77 Ağustos darbesinden daha büyük bir örgütsel yıkıma yol açan 78 operasyonu örgüt içinde o dönem tartışma konusu bile yapılmamıştı. İstanbul, Ankara, Karadeniz, Bursa, Hatay bölgeleri başta olmak üzere, örgütlü olduğumuz hemen her alana sıçrayan bu operasyon sonucunda Genel Komite’nin hemen tüm üyeleri içeri düşmüştü. Yapılan tüm askeri eylemler deşifre olmuştu. Buna rağmen bu operasyonun kilit isimlerinden bazıları çok kısa sürede serbest bırakılmış, bir kısmı ise « ser verip sır vermediği için » tahliye beklemekteydi. Bugünden bakıldığında örgütün 77 Ağustos darbesinden sonra polis denetimi altına girdiği görülmektedir. Bu denetimin olması için birilerinin doğrudan polis olması gerekmiyor.  Örgütü izlenir hale getiren bir örgütlenme anlayışı bu denetim için yeterlidir. Sorumluları bulunduğunuz cezaevlerine çağırarak talimat ile örgütü yönetme sevdanız bu denetim için yeterlidir. Nitekim 79 operasyonu cezaevlerinde başlayan izlenmenin sonucudur. Polis bu izleme ile herkesi olduğu yerde yakalarken, yoldaşı yoldaşa düşürmek için de, şu konuştu, arkadaşını ele verdi benzeri komplolarla da yoldaşın yoldaşa güvensizliğini yaydı. Olan çok basittir. Devletin en üst düzeydeki denetim bölgesi çezaevleriden dışarıyı sizi ziyarete gelenler aracılığıyla yönetmeye çalışırsanız, sonuç doğrudan polise hizmettir. Bu sizin iradeniz dışında böyledir. Eğer gönüllü bir ajan değilseniz, büyük bir ahmaksınız, başka türlü bu işler böyle yürütülmez.

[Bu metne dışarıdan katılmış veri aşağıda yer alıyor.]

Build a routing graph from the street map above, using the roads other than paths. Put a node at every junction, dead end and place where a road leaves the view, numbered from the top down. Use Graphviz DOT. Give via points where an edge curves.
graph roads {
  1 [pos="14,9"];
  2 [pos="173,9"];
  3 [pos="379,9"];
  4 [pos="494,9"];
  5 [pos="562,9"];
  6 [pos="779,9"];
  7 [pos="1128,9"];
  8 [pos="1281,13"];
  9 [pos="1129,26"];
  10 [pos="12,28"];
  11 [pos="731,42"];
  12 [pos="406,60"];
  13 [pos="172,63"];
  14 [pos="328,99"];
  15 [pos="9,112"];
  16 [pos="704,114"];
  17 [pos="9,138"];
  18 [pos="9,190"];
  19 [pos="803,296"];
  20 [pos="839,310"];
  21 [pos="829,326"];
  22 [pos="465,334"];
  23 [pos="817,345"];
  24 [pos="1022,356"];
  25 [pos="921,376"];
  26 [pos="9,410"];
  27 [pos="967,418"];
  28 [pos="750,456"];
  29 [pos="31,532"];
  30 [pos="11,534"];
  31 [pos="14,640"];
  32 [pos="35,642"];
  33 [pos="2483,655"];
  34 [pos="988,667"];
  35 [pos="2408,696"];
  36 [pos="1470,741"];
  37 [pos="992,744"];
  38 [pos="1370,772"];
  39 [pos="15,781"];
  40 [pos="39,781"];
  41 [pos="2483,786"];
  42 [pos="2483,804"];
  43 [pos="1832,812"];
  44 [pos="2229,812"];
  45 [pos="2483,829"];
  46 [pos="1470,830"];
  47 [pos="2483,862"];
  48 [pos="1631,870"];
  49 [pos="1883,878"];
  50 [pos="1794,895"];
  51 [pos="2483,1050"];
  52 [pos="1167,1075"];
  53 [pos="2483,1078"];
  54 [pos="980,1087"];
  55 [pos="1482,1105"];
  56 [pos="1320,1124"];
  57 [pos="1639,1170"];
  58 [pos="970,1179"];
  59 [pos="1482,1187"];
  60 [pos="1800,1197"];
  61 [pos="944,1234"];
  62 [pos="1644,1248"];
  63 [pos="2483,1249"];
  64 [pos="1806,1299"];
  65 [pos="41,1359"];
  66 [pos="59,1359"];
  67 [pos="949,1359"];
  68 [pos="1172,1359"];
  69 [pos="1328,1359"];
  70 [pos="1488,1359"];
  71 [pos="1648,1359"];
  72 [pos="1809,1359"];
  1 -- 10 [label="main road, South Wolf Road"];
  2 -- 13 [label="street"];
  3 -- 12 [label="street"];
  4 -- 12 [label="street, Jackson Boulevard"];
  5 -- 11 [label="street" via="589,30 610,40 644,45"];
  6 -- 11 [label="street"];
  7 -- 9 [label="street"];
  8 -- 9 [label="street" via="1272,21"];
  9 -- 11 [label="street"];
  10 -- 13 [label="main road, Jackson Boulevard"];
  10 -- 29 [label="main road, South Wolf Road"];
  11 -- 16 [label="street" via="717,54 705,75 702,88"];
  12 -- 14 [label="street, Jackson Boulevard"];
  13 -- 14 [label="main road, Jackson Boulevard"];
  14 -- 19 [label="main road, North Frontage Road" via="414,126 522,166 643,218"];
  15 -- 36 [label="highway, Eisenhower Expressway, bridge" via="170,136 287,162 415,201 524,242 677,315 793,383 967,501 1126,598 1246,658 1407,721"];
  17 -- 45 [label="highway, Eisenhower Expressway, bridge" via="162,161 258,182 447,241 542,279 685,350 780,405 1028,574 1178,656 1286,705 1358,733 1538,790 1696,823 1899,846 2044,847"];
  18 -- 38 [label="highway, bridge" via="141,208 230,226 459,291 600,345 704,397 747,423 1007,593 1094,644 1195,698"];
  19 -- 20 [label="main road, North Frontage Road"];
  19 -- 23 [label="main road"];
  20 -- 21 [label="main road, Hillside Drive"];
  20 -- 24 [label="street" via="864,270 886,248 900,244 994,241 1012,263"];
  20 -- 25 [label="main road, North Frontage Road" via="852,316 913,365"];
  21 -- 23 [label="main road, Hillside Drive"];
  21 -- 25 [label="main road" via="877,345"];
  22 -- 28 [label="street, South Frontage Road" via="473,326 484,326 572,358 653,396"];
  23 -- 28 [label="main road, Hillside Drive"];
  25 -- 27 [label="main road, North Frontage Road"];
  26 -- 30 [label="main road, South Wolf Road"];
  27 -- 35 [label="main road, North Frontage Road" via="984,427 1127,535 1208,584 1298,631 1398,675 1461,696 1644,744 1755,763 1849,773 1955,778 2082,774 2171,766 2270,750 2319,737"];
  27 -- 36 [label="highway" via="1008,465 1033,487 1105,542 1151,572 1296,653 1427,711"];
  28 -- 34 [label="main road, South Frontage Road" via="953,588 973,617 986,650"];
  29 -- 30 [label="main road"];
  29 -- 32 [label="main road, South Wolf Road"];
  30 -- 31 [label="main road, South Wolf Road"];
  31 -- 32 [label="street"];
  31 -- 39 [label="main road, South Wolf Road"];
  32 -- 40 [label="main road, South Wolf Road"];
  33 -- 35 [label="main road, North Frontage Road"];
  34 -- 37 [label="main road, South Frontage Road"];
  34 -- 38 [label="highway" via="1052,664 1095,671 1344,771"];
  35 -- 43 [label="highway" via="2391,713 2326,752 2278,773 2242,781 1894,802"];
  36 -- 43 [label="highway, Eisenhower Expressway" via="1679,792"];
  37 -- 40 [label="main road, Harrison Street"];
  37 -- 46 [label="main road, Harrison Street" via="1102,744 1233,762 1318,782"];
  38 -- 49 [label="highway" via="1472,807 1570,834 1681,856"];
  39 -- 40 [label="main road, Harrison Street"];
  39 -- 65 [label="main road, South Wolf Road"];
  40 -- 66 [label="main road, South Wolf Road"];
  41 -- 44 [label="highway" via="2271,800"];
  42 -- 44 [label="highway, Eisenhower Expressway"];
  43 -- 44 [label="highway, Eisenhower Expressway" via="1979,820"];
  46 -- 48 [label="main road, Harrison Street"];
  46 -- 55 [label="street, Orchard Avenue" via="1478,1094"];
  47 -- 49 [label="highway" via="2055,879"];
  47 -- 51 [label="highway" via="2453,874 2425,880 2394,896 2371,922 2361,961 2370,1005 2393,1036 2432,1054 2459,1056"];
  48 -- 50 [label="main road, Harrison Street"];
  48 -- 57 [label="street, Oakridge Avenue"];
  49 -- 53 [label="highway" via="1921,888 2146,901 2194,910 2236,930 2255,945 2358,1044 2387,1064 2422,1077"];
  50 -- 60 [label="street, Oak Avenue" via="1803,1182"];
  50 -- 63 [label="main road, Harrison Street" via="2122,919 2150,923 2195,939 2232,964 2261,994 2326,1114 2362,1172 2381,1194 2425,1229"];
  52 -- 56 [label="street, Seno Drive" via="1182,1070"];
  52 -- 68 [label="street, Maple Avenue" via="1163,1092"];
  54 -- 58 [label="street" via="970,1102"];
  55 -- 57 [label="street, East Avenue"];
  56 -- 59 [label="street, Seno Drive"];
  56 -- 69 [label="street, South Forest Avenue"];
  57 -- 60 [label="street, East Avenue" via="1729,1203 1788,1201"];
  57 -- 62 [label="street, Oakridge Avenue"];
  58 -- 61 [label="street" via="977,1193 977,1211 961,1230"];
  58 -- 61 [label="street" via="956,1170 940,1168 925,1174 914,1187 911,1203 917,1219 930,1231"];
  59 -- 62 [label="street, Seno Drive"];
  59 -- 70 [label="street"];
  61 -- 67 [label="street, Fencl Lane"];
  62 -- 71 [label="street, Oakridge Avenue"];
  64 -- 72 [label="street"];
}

Nitekim yaşadığımız en büyük örgütsel ayrılığın temelinde  ideolojik-politik ayrılık değil, güven-güvensizlik ikilemi vardır. Bu ayrılıkta eğer Engin, İbrahim ve Haydar Yılmaz, Mihraç ile birlikte tutum almasaydı, ayrılık değil Mihraç’ın tek başına örgütten ihracı yaşanırdı. Bunun böyle bilinmesi gerekiyor. İstanbul’da birkaç ay bulunan Mihraç ve ekibi diğer yoldaşlar için öyle iddia edildiği gibi hiç te önemli değildi. Onların İstanbul’a cezaevleri ve özellikle Engin referanslı gelmeleri bu bölgede barınmalarını sağlamıştır. Yoksa kim örgütün ilişkilerini hiç tanımadığı insanlara devr ederdi. Tabi diğer taraftan da, Mihraç’ın yanında İstanbul grubunun önceden tanıdığı Nebil yoldaşın bulunması da ayrı bir referans oluyordu.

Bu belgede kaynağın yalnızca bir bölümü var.